Search code examples
mysqldatabasetransactionsquery-optimization

MySQL poor performance with a large table


I have a monitoring table which holds monitoring data for some 200+ servers. Each server adds 3 records of data to the table every minute of every day.

I hold 6 months of data for historical reports for customers, and as you can imagine the table gets pretty large.

My issue currently is that running SELECT queries on this table is taking an age. I understand why; It's the sheer amount of rows its working through whilst performing the SELECT, but I have tried to reduce the result set significantly by adding in time lookups...

SELECT * FROM `host_monitoring_data` 
WHERE parent_id = 47 AND timestamp > (NOW() - INTERVAL 5 MINUTE);

... but still I'm looking at a long time before the data is returned to me.

I'm used to working with fairly small tables and this is by far the biggest that I've ever worked with, so I'm not familiar with how to overcome this sort of issue.

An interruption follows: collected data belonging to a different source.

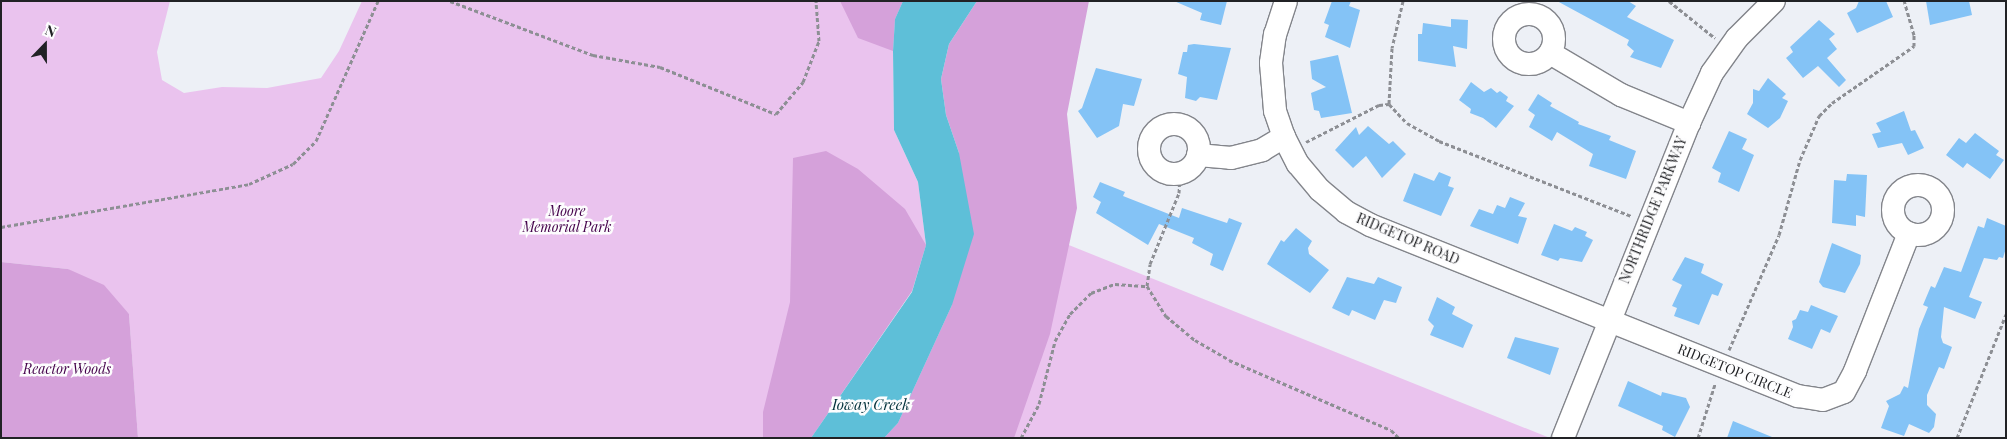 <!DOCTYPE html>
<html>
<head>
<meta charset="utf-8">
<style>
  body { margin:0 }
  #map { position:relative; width:2007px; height:439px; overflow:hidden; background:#edf0f6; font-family:"Playfair Display",serif }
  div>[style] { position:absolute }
  .green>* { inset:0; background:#eac3ee }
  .forest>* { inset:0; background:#d5a1da }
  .water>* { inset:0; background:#5ebfd8 }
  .building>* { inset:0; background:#84c3f6 }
  .path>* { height:3px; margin-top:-1.5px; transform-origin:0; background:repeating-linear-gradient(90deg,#8d8f94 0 4px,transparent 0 6.5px) }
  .roads { filter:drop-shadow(1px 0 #83858b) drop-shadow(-1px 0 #83858b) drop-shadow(0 1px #83858b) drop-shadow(0 -1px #83858b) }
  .minor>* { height:22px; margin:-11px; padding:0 11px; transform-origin:11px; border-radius:11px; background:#fff }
  .minor>.ring { margin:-11px; padding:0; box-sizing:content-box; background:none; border:22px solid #fff; border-radius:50% }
  span { translate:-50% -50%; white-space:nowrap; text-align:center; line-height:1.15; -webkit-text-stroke:5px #fdfdfe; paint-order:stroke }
  .street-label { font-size:14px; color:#212225 }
  .park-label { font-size:14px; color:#45034c; font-style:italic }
  .water-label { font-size:15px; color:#00303a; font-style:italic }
  .frame { position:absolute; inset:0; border:2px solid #212225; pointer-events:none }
  .north { position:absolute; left:20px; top:20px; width:50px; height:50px; -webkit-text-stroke:4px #fdfdfe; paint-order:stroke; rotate:22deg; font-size:14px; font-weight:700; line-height:20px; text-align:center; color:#212225 }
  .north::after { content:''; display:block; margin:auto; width:18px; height:22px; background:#212225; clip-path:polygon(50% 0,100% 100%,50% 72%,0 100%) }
</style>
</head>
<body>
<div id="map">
  <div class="green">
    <div style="clip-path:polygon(1px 1px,170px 1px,157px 52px,162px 80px,184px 93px,222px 87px,267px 88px,321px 78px,339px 51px,362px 1px,903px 1px,895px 19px,893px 51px,894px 130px,918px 182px,926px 245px,912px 291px,811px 438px,138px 438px,129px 314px,68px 269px,1px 262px)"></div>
    <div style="clip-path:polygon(969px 205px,1550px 438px,884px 438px,898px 423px,952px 305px)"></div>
  </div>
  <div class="forest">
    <div style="clip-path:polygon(840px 1px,903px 1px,895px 19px,893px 51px,858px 38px)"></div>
    <div style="clip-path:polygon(977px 1px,1089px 1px,1067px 114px,1077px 208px,1050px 334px,1014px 438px,884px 438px,898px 423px,952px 305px,959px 153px,946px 115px,941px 79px,949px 44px)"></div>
    <div style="clip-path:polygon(826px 151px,858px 169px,905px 209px,926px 245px,912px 291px,811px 438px,763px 438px,763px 412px,790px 302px,793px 158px)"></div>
    <div style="clip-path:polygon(1px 262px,68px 269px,104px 285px,129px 314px,138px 438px,1px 438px)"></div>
  </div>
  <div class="water">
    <div style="clip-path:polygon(903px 1px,977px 1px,949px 44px,941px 79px,946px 115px,959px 153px,974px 234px,952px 305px,898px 423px,884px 438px,811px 438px,912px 292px,926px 245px,918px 182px,894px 130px,893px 51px,895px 19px)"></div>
  </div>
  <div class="building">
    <div style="clip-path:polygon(1174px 1px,1227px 1px,1221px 25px,1200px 20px,1202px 13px)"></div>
    <div style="clip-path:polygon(1332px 1px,1351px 1px,1349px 6px,1360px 10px,1350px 48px,1325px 37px,1329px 25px,1324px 23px)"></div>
    <div style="clip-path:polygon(1557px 1px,1628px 1px,1636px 6px,1627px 17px,1674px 40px,1661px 68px,1630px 57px,1634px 51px,1627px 45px,1629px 40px)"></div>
    <div style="clip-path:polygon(1859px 1px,1886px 1px,1893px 17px,1857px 33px,1847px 13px,1856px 8px)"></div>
    <div style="clip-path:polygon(1926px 1px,1969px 1px,1972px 15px,1930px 25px)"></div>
    <div style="clip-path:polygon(1451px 19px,1468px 20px,1467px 49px,1453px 46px,1456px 67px,1418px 61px,1418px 34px,1422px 34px,1423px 23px,1451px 27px)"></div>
    <div style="clip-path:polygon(1819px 20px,1835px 34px,1829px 39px,1837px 49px,1827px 58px,1846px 80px,1839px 87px,1818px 66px,1803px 78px,1786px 58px,1793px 52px,1790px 47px)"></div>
    <div style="clip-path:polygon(1194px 44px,1231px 48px,1217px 100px,1200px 97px,1196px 101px,1185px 98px,1187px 77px,1178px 74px,1183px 52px,1187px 52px,1188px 45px)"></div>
    <div style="clip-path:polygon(1338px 55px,1352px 113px,1321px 118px,1319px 111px,1314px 110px,1311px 93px,1326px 87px,1312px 79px,1310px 61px)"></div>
    <div style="clip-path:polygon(1096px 68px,1142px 79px,1134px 106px,1123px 104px,1119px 126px,1097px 138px,1078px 111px,1082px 108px)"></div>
    <div style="clip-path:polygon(1768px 78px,1786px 94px,1782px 98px,1788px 101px,1780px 118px,1768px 128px,1747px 114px,1753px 103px,1753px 89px,1759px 91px)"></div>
    <div style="clip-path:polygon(1471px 82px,1484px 92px,1491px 88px,1497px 93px,1500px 91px,1508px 97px,1506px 101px,1514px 106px,1496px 128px,1483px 118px,1470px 113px,1471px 109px,1459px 100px)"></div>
    <div style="clip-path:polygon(1538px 94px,1552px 103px,1550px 106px,1579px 122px,1578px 124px,1611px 136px,1609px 140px,1636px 151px,1626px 179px,1589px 166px,1593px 154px,1557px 132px,1552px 141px,1529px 127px,1535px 115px,1528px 110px)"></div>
    <div style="clip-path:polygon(1904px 111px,1911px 131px,1915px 130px,1924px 148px,1908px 155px,1902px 143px,1878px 148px,1872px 134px,1881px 132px,1876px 123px)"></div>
    <div style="clip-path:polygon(1368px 126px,1389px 144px,1393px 141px,1406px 154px,1382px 178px,1366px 156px,1353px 168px,1335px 150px,1356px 127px,1359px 135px)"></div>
    <div style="clip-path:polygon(1729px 131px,1747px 139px,1742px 149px,1754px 155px,1739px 192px,1718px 182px,1721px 173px,1712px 168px)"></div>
    <div style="clip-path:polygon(1975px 133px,1999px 151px,1996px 155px,2004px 160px,1990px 179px,1967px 163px,1963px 168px,1946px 155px,1959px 138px,1966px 143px)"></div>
    <div style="clip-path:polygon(1439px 172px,1451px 177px,1448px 186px,1454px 188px,1441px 216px,1403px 201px,1414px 173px,1434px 181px)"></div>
    <div style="clip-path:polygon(1847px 174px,1867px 175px,1865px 217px,1856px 215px,1856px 226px,1832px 223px,1834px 180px,1846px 181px)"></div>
    <div style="clip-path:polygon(1100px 182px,1125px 192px,1123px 196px,1179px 218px,1182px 208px,1227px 223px,1229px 218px,1242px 223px,1223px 271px,1210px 265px,1213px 254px,1192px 243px,1194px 238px,1159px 224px,1148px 245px,1096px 213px,1101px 202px,1093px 197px)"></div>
    <div style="clip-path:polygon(1510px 197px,1525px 203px,1518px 216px,1527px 218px,1518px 244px,1470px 226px,1479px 209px,1493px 214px,1497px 205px,1505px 208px)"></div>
    <div style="clip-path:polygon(1987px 218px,2006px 226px,2006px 248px,2003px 258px,1999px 257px,1997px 260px,1984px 258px,1969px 297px,1982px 302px,1975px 319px,1944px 307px,1941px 337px,1943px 343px,1952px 347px,1944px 369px,1939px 367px,1927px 395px,1927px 405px,1936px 414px,1934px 427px,1929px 433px,1909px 424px,1904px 436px,1881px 428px,1889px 406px,1886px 401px,1900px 394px,1904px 386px,1908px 388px,1919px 329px,1928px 307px,1923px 305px,1931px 286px,1935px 288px,1944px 267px,1961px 272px,1978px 226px,1984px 228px)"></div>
    <div style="clip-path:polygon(1554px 224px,1572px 231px,1575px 227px,1587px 232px,1585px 236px,1593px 240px,1582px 262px,1560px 258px,1558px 261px,1541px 255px)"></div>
    <div style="clip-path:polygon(1296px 228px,1312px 241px,1308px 248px,1309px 254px,1329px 270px,1310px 293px,1267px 264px,1281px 240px,1284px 242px)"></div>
    <div style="clip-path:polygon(1832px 243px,1861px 255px,1860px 264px,1845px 293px,1823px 287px,1819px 282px)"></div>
    <div style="clip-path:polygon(1685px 257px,1704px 264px,1701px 273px,1723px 284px,1718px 296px,1712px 294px,1699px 325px,1674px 316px,1677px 308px,1672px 306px,1682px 285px,1672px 280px)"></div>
    <div style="clip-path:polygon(1347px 277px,1374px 284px,1378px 277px,1402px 287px,1396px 303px,1384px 300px,1375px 320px,1352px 310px,1349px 316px,1332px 308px)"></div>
    <div style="clip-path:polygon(1437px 297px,1455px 307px,1452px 314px,1473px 325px,1463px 348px,1430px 335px,1434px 326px,1428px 320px)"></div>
    <div style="clip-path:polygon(1811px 305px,1838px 316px,1830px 333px,1821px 329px,1812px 349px,1788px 339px,1793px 327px,1792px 321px,1796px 319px,1800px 310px,1808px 312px)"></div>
    <div style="clip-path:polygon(1515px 337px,1559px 348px,1550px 375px,1507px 358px)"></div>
    <div style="clip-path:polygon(1628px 381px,1661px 396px,1662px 392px,1686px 398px,1690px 407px,1675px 437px,1662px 430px,1663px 426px,1618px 406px)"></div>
    <div style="clip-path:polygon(1733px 421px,1772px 437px,1772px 438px,1727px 438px)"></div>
  </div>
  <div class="path">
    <div style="left:450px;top:1px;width:153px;rotate:20.7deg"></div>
    <div style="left:593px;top:55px;width:68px;rotate:10.2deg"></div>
    <div style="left:660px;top:67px;width:125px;rotate:22.1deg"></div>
    <div style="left:776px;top:114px;width:42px;rotate:-49.8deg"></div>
    <div style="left:803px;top:82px;width:44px;rotate:-68.7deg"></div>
    <div style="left:819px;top:41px;width:40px;rotate:-94.3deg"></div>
    <div style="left:1403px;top:1px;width:48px;rotate:103.2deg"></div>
    <div style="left:1392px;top:48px;width:56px;rotate:93.1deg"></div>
    <div style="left:1389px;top:104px;width:26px;rotate:47deg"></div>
    <div style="left:1407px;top:123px;width:37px;rotate:29deg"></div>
    <div style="left:1439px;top:141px;width:206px;rotate:21.3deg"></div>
    <div style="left:1669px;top:1px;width:59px;rotate:38.8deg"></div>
    <div style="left:1306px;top:142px;width:82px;rotate:-26.9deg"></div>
    <div style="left:1379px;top:105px;width:10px;rotate:-6deg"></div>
    <div style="left:1px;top:227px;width:252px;rotate:-9.8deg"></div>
    <div style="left:249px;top:184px;width:48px;rotate:-24.4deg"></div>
    <div style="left:293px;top:164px;width:33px;rotate:-45deg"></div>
    <div style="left:316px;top:141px;width:153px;rotate:-66.1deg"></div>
    <div style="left:1147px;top:286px;width:22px;rotate:-82deg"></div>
    <div style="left:1150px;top:264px;width:77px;rotate:-67.8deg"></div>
    <div style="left:1179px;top:193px;width:20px;rotate:-87deg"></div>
    <div style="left:1729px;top:350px;width:125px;rotate:-66.5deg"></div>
    <div style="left:1779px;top:235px;width:78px;rotate:-74.4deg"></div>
    <div style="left:1800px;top:160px;width:48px;rotate:-66.6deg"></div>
    <div style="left:1819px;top:116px;width:18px;rotate:-45deg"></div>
    <div style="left:1832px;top:103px;width:100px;rotate:-34.8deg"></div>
    <div style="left:1914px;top:46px;width:11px;rotate:-90deg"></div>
    <div style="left:1914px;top:35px;width:35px;rotate:-106deg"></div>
    <div style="left:1021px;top:438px;width:38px;rotate:-62deg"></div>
    <div style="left:1039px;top:404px;width:65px;rotate:-75.7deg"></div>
    <div style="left:1055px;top:341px;width:31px;rotate:-61deg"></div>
    <div style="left:1070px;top:314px;width:30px;rotate:-45deg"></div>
    <div style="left:1091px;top:293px;width:26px;rotate:-21deg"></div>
    <div style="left:1115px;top:284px;width:32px;rotate:4deg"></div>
    <div style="left:1147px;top:286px;width:36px;rotate:58deg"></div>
    <div style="left:1166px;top:316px;width:38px;rotate:40deg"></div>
    <div style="left:1195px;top:340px;width:39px;rotate:30deg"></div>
    <div style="left:1229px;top:360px;width:176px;rotate:23.4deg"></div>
    <div style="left:1391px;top:430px;width:11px;rotate:45deg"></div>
    <div style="left:1698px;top:438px;width:57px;rotate:-72.5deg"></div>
    <div style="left:1957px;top:438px;width:133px;rotate:-68.4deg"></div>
  </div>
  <div class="roads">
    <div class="minor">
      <div style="left:1286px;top:1px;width:35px;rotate:108deg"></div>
      <div style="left:1275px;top:34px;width:29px;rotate:98deg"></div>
      <div style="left:1271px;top:63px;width:48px;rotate:85.2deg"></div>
      <div style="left:1275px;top:111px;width:28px;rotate:71deg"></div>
      <div style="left:1284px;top:137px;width:30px;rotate:63deg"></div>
      <div style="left:1298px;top:164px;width:34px;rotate:50deg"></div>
      <div style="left:1320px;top:190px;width:34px;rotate:40deg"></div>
      <div style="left:1346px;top:212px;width:27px;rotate:28deg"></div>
      <div style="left:1370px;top:225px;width:461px;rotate:21.8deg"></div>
      <div style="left:1798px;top:396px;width:25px;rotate:9deg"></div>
      <div style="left:1823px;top:400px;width:22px;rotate:-21deg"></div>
      <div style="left:1844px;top:392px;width:24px;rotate:-62deg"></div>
      <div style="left:1855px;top:371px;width:148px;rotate:-68.6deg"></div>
      <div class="ring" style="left:1504px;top:14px;width:28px;height:28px"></div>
      <div style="left:1550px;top:53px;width:82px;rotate:30.6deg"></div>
      <div style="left:1621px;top:95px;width:74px;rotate:22.4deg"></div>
      <div class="ring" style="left:1149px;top:124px;width:28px;height:28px"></div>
      <div style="left:1198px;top:155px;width:33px;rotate:5deg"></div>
      <div style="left:1231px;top:158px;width:32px;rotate:-14deg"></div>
      <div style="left:1262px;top:150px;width:26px;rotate:-31deg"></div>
      <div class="ring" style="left:1893px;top:185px;width:28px;height:28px"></div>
      <div style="left:1563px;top:438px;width:339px;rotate:-68.2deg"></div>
      <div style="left:1689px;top:123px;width:55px;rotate:-65.3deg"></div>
      <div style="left:1712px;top:73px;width:43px;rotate:-54.5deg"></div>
      <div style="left:1737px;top:38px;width:52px;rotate:-45deg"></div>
    </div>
  </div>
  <div class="street-label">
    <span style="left:1653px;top:210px;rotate:-68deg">NORTHRIDGE PARKWAY</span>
    <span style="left:1408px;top:239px;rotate:23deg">RIDGETOP ROAD</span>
    <span style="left:1735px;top:371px;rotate:22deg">RIDGETOP CIRCLE</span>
  </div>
  <div class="park-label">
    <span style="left:567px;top:219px">Moore<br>Memorial Park</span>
    <span style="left:67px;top:369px">Reactor Woods</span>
  </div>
  <div class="water-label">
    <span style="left:871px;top:405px">Ioway Creek</span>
  </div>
  <div class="frame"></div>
  <div class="north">N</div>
</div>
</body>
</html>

Any help at all is vastly appriciated.

My table structure is currently id, parent_id, timestamp, type, U, A, T

U,A,T is Used/Available/Total, Type tells me what kind of measurable we are working with, Timestamp is exactly that, parent_id is the id of the parent host to which the data belongs, and id is an auto-incrementing id for the record in question.

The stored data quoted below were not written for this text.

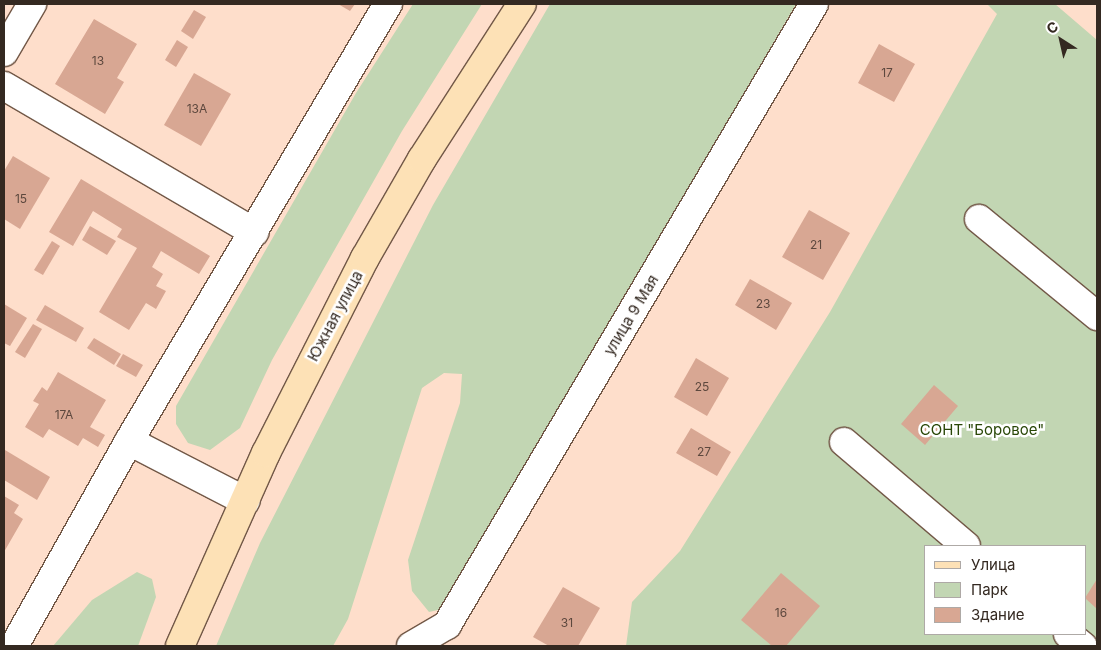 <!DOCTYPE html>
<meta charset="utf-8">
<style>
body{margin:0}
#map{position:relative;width:1101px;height:650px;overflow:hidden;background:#fedecb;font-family:Inter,sans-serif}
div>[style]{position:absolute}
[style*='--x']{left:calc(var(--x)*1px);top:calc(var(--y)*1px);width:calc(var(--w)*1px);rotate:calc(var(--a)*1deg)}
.green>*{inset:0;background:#c2d6b3}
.building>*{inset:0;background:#d8a793}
.roads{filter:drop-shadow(1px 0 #725847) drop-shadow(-1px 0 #725847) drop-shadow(0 1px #725847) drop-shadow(0 -1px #725847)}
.minor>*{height:28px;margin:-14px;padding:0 14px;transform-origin:14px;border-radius:14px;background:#fff}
.major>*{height:28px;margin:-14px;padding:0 14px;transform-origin:14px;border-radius:14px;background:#fde1b6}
span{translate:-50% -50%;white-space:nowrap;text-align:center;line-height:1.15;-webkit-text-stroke:5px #fff;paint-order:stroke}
.number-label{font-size:12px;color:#5d483e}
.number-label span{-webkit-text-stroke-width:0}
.street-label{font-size:15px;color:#342921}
.park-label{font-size:15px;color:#294707}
.frame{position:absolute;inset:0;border:5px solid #342921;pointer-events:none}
.legend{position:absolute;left:924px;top:545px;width:162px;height:90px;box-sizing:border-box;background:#fff;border:1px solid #aea9a6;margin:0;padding:6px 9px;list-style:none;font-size:15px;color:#342921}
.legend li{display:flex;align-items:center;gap:10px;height:25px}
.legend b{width:25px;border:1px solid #aea9a6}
.north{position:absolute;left:1036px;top:15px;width:50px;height:50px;-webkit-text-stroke:4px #fff;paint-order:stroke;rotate:325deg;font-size:14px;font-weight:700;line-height:20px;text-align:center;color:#342921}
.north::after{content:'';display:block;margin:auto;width:18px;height:22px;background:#342921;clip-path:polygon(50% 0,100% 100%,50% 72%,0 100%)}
</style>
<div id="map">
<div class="green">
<i style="clip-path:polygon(413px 4px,482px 4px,402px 131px,272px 360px,240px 428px,210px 450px,188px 443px,176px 424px,176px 406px,356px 93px)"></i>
<i style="clip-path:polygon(550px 4px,796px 4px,442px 609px,429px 612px,412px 591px,408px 560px,460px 403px,462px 374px,444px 373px,422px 388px,348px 619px,333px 646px,216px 646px,260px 543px,433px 205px)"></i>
<i style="clip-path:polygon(evenodd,987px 4px,1055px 4px,1097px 40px,1097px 646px,626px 646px,632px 602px,680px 551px,830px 312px,997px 14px,987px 4px,925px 546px,1085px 546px,1085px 634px,925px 634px,925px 546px)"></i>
<i style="clip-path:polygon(137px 572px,152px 579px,156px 597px,138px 646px,53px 646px,92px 600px)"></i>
</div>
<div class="building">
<i style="clip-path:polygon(338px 4px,355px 4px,350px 11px)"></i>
<i style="clip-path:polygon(194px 10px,206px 17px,193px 39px,181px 31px)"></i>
<i style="clip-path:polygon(94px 19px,137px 44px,117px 78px,124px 82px,105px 114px,55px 84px)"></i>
<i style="clip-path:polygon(177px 40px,188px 47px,176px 67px,165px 60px)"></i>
<i style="clip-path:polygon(879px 44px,915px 64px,894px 102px,858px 83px)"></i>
<i style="clip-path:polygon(194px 73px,231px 94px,201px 146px,164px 125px)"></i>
<i style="clip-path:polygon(13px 156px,50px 178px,20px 229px,4px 219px,4px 171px)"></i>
<i style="clip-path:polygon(81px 179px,210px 256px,199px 274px,161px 251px,152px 267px,163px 274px,156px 286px,166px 291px,156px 309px,146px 303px,129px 330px,99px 312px,137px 248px,117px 237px,122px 229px,93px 211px,73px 246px,49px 232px)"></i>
<i style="clip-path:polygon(809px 210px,850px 233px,823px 280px,782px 257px)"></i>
<i style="clip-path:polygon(90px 226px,116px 241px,107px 255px,82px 240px)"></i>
<i style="clip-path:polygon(52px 241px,60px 246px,43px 275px,34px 270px)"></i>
<i style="clip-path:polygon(750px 279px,792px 303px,776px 330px,735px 305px)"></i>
<i style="clip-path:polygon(4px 304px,27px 318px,10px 346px,4px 343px)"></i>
<i style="clip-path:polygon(45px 305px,84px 328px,76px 342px,36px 320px)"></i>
<i style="clip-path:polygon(33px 324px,42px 329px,25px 358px,15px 352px)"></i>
<i style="clip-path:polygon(94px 338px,121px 354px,114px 365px,87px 348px)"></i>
<i style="clip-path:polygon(123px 354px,143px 365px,136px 377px,116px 366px)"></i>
<i style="clip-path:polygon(696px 358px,729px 378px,707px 416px,674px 397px)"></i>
<i style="clip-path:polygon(58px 372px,106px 400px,90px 427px,105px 435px,98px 447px,83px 438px,78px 446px,49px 429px,43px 438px,25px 427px,39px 404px,33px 401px,42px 387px,47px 391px)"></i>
<i style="clip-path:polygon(934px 385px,958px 406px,925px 445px,901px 424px)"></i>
<i style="clip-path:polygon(691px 428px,731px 452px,717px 476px,676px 453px)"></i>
<i style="clip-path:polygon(5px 450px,50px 477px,37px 500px,4px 480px)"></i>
<i style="clip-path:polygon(4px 496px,19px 505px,14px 513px,23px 519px,4px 552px)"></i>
<i style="clip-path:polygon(781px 573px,820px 606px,786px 646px,772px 646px,741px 620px)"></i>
<i style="clip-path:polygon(1097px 579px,1097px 609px,1085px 598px)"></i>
<i style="clip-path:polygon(563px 587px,600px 608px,578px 646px,549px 646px,533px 637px)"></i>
</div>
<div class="roads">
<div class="minor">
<i style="--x:4;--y:52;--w:56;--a:-59.7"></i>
<i style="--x:4;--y:86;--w:290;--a:30.3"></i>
<i style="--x:979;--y:219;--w:153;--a:39.4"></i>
<i style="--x:129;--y:441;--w:131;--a:27.3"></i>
<i style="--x:844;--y:442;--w:160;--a:40.4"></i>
<i style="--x:1068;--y:634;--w:19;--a:39"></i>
<i style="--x:14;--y:646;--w:235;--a:-60.7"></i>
<i style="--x:129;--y:441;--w:508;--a:-59.35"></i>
<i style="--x:411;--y:646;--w:42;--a:-30.3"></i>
<i style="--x:447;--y:625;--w:721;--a:-59.42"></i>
</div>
<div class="major">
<i style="--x:180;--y:646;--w:211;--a:-66"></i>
<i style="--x:266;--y:453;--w:219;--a:-63.1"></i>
<i style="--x:365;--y:258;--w:114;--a:-60.1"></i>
<i style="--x:422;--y:159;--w:184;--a:-57.2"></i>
</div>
</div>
<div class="number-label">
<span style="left:98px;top:61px">13</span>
<span style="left:887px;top:73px">17</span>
<span style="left:197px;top:109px">13А</span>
<span style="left:21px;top:199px">15</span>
<span style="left:816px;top:245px">21</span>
<span style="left:763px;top:304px">23</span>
<span style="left:702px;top:387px">25</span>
<span style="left:64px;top:415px">17А</span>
<span style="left:704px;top:452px">27</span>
<span style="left:781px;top:613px">16</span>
<span style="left:567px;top:623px">31</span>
</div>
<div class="street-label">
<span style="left:631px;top:315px;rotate:-59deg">улица 9 Мая</span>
<span style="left:335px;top:316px;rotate:-62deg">Южная улица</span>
</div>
<div class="park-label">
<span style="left:982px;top:430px">СОНТ "Боровое"</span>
</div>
<div class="frame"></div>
<ul class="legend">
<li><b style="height:6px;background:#fde1b6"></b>Улица</li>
<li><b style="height:14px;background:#c2d6b3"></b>Парк</li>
<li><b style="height:14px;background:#d8a793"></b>Здание</li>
</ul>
<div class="north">С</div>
</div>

When I'm doing lookups, I'm basically trying to get the most recent 20 rows where parent_id = x or whatever, so I just do...

SELECT u,a,t from host_monitoring_data 
WHERE parent_id=X AND timestamp > (NOW() - INTERVAL 5 MINUTE) 
ORDER BY timestamp DESC LIMIT 20

EDIT 1 - Including the results of EXPLAIN:

EXPLAIN SELECT * FROM `host_monitoring_data` 
WHERE parent_id=36 AND timestamp > (NOW() - INTERVAL 5 MINUTE) 
ORDER BY timestamp DESC LIMIT 20

id select_type table                type possible_keys key key_len ref rows Extra
1  SIMPLE      host_monitoring_data ALL  NULL          NULL NULL   NUL 2865454
Using where; Using filesort

Solution

  • Based on your EXPLAIN report, I see it says "type: ALL" which means it's scanning all the rows (the whole table) for every query.

    You need an index to help it scan fewer rows.

    Your first condition for parent_id=X is an obvious choice. You should create an index starting with parent_id.

    The other condition on timestamp >= ... is probably the best second choice. Your index should include timestamp as the second column.

    You can create this index this way:

    ALTER TABLE host_monitoring_data ADD INDEX (parent_id, timestamp);
    

    You might like my presentation How to Design Indexes, Really and a video of me presenting it: https://www.youtube.com/watch?v=ELR7-RdU9XU

    P.S.: Please when you ask questions about query optimization, run SHOW CREATE TABLE <tablename> and include its output in your question. This shows us your columns, data types, current indexes, and constraints. Don't make us guess! Help us help you!